(Records from a dataset)
# # # # # # #
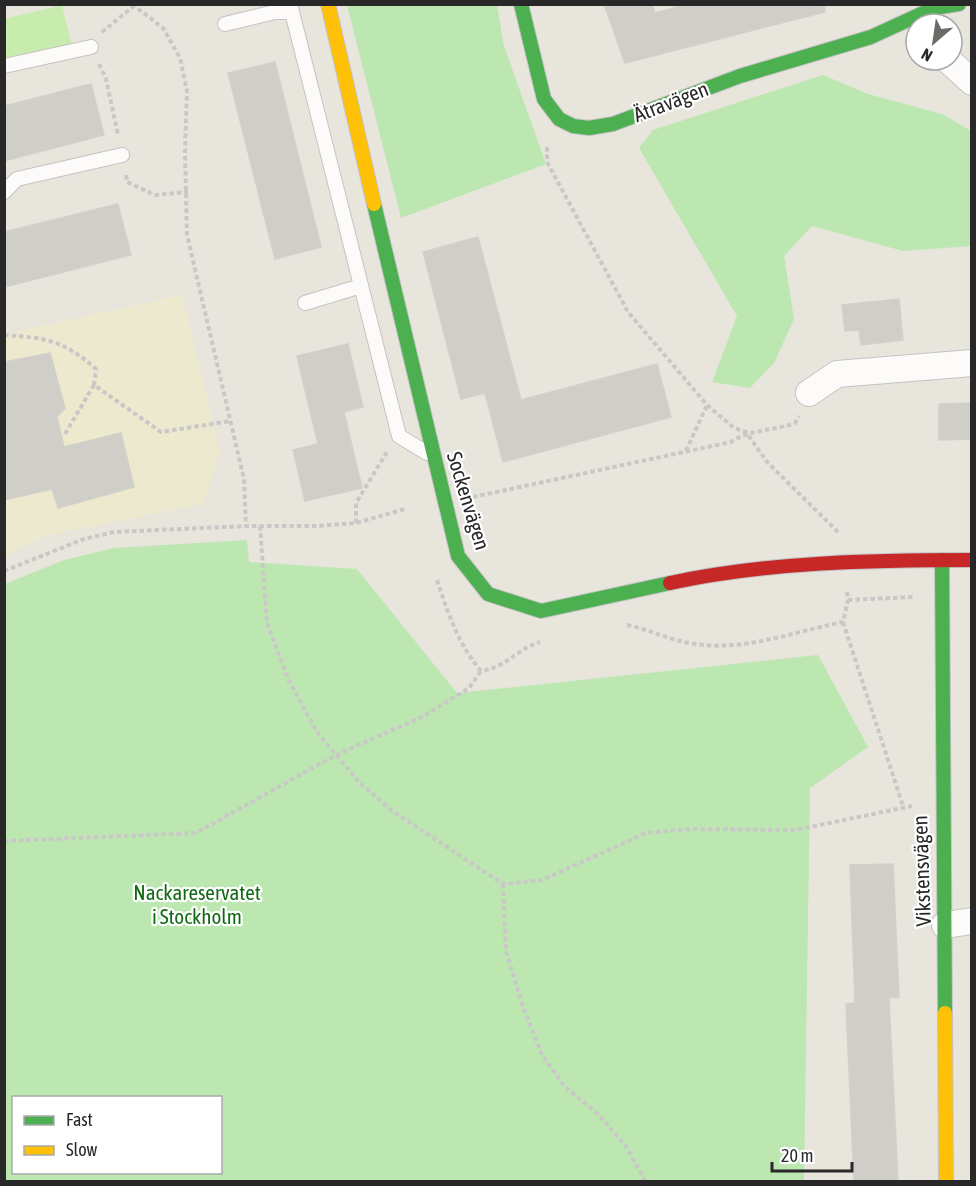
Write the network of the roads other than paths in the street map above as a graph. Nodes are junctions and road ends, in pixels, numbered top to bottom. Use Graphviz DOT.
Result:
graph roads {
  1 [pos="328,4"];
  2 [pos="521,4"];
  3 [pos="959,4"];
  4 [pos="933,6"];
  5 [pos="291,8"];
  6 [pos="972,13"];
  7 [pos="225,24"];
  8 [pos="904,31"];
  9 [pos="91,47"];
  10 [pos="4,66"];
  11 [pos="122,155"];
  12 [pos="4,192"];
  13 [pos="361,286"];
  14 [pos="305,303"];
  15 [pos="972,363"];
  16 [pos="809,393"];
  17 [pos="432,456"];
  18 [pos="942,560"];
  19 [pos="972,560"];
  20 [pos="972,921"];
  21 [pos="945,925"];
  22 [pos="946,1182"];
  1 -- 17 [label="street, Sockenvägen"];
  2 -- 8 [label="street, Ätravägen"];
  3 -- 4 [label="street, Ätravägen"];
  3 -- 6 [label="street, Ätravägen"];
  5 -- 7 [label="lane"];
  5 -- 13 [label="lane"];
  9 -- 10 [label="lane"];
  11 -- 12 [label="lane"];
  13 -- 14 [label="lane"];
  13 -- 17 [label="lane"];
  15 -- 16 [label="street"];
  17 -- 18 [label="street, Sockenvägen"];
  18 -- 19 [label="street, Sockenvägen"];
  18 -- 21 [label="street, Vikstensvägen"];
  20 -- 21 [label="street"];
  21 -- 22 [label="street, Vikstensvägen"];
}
# # # # # # #
■ **WHAT THE EXERCISE ASKS**
Print every entry exactly; omit the pictures.

■ **RESULT**
Write the network of the roads other than paths in the street map above as a graph. Nodes are junctions and road ends, in pixels, numbered top to bottom. Use Graphviz DOT.
Result:
graph roads {
  1 [pos="328,4"];
  2 [pos="521,4"];
  3 [pos="959,4"];
  4 [pos="933,6"];
  5 [pos="291,8"];
  6 [pos="972,13"];
  7 [pos="225,24"];
  8 [pos="904,31"];
  9 [pos="91,47"];
  10 [pos="4,66"];
  11 [pos="122,155"];
  12 [pos="4,192"];
  13 [pos="361,286"];
  14 [pos="305,303"];
  15 [pos="972,363"];
  16 [pos="809,393"];
  17 [pos="432,456"];
  18 [pos="942,560"];
  19 [pos="972,560"];
  20 [pos="972,921"];
  21 [pos="945,925"];
  22 [pos="946,1182"];
  1 -- 17 [label="street, Sockenvägen"];
  2 -- 8 [label="street, Ätravägen"];
  3 -- 4 [label="street, Ätravägen"];
  3 -- 6 [label="street, Ätravägen"];
  5 -- 7 [label="lane"];
  5 -- 13 [label="lane"];
  9 -- 10 [label="lane"];
  11 -- 12 [label="lane"];
  13 -- 14 [label="lane"];
  13 -- 17 [label="lane"];
  15 -- 16 [label="street"];
  17 -- 18 [label="street, Sockenvägen"];
  18 -- 19 [label="street, Sockenvägen"];
  18 -- 21 [label="street, Vikstensvägen"];
  20 -- 21 [label="street"];
  21 -- 22 [label="street, Vikstensvägen"];
}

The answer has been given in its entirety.